«Noi in quarantena con il telefono rovente»
«Dal primo marzo ho avuto bisogno di andare in studio una sola volta per prendere pochi documenti rimasti su carta e fare una maxi scansione. Per il resto sono chiusa in casa, con il telefono che squilla dalle sette del mattino alle 23». Dall’altro capo, artigiani e imprenditori, confusi, incerti, in cerca di bozze, di notizie e moduli per avviare la cassa integrazione o semplicemente sapere se si può restare aperti o no.
Da più di un mese la vita e l’attività di Laura Ferrari, 36 anni, consulente del lavoro a Clusone (Bergamo), zona epicentro dell’epidemia, sono del tutto stravolte.
In questo mese ha perso il nonno; ha un padre ammalato e lei stessa, con il marito e una bimba di 5 mesi, è finita in quarantena. Ma non ha neanche il tempo di fermarsi a pensare e ha scelto la strada del pragmatismo. «Se il consulente del lavoro si blocca i lavoratori non ricevono la busta paga e non partono le domande di cassa integrazione, che da queste parti sono tantissime», ricorda a se stessa prima di tutto.
Proprio la sua recente maternità è stata, in un certo senso, la sua fortuna: «Quando è arrivata questa emergenza ero già abituata a lavorare da casa per la nascita della bimba e avevo già gran parte dei documenti smaterializzati». Non è stato così per tutti: «Penso ai molti miei colleghi con studi “storici”, magari ereditati: hanno archivi per forza di cose ancora cartacei».

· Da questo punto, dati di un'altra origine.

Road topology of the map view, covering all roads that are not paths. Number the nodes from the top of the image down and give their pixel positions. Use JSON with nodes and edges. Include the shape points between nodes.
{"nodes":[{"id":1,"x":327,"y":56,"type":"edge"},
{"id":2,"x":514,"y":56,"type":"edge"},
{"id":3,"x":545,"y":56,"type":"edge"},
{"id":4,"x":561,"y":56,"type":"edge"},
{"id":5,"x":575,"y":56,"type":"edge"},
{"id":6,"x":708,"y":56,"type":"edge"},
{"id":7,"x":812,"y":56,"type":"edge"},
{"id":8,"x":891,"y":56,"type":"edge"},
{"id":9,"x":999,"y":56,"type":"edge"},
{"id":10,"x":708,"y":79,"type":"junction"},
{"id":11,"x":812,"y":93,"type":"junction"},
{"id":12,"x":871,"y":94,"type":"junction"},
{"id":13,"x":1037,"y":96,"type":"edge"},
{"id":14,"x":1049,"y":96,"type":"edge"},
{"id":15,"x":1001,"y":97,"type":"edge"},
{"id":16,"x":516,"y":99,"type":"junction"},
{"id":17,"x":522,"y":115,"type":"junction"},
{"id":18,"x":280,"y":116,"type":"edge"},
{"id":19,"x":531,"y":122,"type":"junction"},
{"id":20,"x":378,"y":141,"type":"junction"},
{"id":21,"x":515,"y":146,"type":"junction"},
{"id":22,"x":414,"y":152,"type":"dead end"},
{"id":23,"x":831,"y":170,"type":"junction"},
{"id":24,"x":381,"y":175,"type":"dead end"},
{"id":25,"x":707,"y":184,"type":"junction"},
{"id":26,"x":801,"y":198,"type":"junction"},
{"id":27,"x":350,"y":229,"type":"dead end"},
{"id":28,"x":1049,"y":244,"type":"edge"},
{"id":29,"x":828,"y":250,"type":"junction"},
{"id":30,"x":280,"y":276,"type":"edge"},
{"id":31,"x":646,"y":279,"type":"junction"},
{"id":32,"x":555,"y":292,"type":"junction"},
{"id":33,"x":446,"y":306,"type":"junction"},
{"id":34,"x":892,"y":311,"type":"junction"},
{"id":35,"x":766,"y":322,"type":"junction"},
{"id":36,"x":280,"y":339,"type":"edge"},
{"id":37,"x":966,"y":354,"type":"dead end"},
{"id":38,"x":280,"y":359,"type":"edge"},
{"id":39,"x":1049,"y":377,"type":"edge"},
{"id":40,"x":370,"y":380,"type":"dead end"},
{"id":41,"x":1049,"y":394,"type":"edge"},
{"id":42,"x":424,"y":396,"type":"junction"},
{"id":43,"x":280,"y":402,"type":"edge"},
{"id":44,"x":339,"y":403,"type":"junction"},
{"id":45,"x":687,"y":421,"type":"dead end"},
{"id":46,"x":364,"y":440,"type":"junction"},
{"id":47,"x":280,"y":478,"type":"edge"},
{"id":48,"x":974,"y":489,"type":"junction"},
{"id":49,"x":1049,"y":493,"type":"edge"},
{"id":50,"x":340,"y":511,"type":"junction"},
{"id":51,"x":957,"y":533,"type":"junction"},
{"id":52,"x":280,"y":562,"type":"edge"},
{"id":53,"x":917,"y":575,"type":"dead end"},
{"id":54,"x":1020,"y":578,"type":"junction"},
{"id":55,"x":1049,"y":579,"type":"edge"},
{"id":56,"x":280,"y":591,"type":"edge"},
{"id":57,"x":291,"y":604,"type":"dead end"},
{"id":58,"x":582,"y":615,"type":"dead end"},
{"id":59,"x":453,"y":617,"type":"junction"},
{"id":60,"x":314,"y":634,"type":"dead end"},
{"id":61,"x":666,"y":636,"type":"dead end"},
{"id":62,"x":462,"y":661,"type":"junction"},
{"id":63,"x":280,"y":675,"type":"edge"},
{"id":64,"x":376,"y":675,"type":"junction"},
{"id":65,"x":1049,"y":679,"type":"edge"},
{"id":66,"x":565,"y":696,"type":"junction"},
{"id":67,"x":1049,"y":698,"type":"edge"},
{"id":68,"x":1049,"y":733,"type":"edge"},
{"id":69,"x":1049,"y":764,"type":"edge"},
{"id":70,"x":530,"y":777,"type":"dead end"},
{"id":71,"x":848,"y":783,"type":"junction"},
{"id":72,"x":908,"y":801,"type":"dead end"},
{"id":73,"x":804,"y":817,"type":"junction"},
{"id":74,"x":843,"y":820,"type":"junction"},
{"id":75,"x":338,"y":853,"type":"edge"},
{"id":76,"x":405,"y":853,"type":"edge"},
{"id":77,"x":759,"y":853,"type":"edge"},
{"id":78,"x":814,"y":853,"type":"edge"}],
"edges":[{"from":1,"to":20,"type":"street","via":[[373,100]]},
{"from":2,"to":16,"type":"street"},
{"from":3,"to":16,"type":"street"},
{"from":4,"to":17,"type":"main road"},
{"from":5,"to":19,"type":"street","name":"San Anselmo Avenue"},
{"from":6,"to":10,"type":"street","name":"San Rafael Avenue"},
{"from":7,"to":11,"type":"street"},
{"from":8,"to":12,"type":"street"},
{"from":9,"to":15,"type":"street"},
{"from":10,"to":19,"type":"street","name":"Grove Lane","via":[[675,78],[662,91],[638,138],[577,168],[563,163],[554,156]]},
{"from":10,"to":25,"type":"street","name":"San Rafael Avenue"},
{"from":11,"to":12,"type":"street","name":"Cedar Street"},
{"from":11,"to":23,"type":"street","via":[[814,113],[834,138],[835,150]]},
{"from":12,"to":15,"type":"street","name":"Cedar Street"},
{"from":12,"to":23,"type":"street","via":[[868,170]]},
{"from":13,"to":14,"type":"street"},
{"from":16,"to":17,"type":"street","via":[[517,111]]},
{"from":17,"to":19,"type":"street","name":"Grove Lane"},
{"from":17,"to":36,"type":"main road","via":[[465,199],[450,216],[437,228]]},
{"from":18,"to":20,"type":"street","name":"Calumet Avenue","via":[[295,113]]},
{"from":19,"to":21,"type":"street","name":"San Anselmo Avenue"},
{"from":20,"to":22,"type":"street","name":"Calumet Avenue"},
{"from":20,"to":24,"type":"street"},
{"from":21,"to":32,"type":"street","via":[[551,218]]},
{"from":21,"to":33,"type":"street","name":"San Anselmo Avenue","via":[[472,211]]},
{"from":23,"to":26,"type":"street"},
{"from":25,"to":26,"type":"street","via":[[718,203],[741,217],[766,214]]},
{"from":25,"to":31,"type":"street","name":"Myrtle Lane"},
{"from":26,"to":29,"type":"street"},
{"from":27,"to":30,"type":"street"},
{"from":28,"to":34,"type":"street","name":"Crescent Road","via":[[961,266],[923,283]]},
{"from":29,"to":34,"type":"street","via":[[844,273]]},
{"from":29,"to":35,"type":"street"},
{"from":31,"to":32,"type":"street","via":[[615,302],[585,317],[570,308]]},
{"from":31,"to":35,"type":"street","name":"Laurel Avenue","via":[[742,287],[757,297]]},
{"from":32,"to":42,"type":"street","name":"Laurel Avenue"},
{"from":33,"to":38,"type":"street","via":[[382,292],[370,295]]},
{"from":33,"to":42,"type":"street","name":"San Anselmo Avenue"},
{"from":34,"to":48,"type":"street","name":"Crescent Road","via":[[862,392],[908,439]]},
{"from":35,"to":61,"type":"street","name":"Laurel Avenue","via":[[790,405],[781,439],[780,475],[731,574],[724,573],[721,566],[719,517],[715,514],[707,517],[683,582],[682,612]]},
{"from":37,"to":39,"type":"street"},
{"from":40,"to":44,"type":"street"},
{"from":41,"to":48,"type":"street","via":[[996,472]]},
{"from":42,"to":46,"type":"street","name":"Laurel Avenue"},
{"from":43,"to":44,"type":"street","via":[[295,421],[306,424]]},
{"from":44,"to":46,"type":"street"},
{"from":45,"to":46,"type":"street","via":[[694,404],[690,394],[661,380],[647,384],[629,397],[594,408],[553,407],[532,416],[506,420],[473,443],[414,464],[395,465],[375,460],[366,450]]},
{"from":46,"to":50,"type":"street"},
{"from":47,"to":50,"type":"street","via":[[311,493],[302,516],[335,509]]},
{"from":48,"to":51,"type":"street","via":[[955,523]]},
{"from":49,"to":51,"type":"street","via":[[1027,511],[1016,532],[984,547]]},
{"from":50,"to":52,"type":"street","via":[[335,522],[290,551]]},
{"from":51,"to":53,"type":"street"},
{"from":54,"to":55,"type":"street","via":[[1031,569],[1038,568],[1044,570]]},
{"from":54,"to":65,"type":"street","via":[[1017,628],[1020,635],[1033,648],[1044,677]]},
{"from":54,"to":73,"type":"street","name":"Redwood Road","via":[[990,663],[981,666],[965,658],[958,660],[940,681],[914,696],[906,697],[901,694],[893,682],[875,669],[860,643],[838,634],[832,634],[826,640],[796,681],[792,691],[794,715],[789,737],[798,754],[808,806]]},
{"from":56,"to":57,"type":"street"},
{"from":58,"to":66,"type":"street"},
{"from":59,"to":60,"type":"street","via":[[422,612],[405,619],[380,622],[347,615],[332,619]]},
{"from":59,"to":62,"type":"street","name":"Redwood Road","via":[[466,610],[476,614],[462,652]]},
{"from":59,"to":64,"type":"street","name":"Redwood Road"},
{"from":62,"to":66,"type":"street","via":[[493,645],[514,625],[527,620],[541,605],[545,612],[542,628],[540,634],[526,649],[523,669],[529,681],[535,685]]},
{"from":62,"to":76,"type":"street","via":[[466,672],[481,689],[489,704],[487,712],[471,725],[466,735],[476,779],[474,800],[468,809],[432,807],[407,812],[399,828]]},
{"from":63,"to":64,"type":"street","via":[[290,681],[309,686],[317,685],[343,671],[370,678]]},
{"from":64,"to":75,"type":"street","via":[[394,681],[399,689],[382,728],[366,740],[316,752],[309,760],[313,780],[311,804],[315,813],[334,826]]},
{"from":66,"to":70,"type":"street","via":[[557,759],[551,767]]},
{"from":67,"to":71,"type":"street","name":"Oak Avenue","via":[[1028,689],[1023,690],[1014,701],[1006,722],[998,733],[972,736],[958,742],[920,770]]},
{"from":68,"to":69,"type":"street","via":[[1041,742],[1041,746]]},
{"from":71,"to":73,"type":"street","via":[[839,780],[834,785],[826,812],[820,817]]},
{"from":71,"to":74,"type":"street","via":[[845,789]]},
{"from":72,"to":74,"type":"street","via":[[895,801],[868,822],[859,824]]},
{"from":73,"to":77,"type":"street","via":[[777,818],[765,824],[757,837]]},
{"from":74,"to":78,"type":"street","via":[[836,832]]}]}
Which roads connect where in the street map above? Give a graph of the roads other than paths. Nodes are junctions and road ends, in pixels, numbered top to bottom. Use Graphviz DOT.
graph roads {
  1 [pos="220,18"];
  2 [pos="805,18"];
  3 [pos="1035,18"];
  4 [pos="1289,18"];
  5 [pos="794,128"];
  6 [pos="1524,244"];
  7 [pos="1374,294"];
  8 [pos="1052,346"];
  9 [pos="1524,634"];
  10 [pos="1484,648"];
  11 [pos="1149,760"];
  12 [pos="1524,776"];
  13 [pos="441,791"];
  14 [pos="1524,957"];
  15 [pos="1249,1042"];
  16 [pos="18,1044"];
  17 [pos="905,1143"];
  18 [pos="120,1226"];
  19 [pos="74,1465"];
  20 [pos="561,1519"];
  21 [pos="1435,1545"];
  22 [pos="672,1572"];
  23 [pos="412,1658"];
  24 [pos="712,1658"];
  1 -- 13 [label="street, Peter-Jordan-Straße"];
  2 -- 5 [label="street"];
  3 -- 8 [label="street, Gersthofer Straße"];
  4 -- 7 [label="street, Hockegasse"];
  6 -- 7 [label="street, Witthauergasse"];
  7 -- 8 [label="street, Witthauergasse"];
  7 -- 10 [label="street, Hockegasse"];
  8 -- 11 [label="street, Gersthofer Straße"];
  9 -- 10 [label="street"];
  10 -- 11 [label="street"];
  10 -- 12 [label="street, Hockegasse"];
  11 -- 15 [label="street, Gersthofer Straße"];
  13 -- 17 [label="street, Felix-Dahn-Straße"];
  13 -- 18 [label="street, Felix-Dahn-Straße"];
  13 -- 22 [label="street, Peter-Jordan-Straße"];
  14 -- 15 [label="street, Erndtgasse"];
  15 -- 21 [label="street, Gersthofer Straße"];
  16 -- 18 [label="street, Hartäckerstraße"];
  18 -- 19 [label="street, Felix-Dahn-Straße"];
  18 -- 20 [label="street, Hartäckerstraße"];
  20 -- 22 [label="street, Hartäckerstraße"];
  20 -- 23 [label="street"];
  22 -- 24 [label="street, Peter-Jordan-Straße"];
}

Ma organizzarsi stavolta non è stato facile. Ai primi segnali di difficoltà Ferrari ha chiuso lo studio, comprato tre pc («uno per ogni impiegata») e una stampante («l’importante è che abbia un buono scanner») e ha riorganizzato tutta l’attività quotidiana: due videoriunioni al giorno su Zoom con le collaboratrici come unici appuntamenti fissi, la prima per analizzare le novità e districarsi tra decreti, circolari e modulistica, l’altra per fare il punto sull’avanzamento del lavoro, una to-do-list in excel con le crocette per ogni stato di avanzamento e per non perdere alcun passaggio. Con le dipendenti si lavora per obiettivi, senza guardare l’orologio: «Non sarebbe possibile, hanno anche loro persone malate e figli a casa da più di un mese, senza l’aiuto dei nonni. Serve fiducia». E aggiunge: «Certo lo smart working dà supporto, ma andrebbe organizzato per tempo». Il vero rammarico? «La mancata semplificazione delle procedure. Almeno nell e zone più colpite era necessario uno sforzo in più: anche trovare una firma per gli accordi sindacali qui non è facile: anche noi, i nostri collaboratori e clienti, non siamo immuni e spesso la malattia è un ostacolo concreto».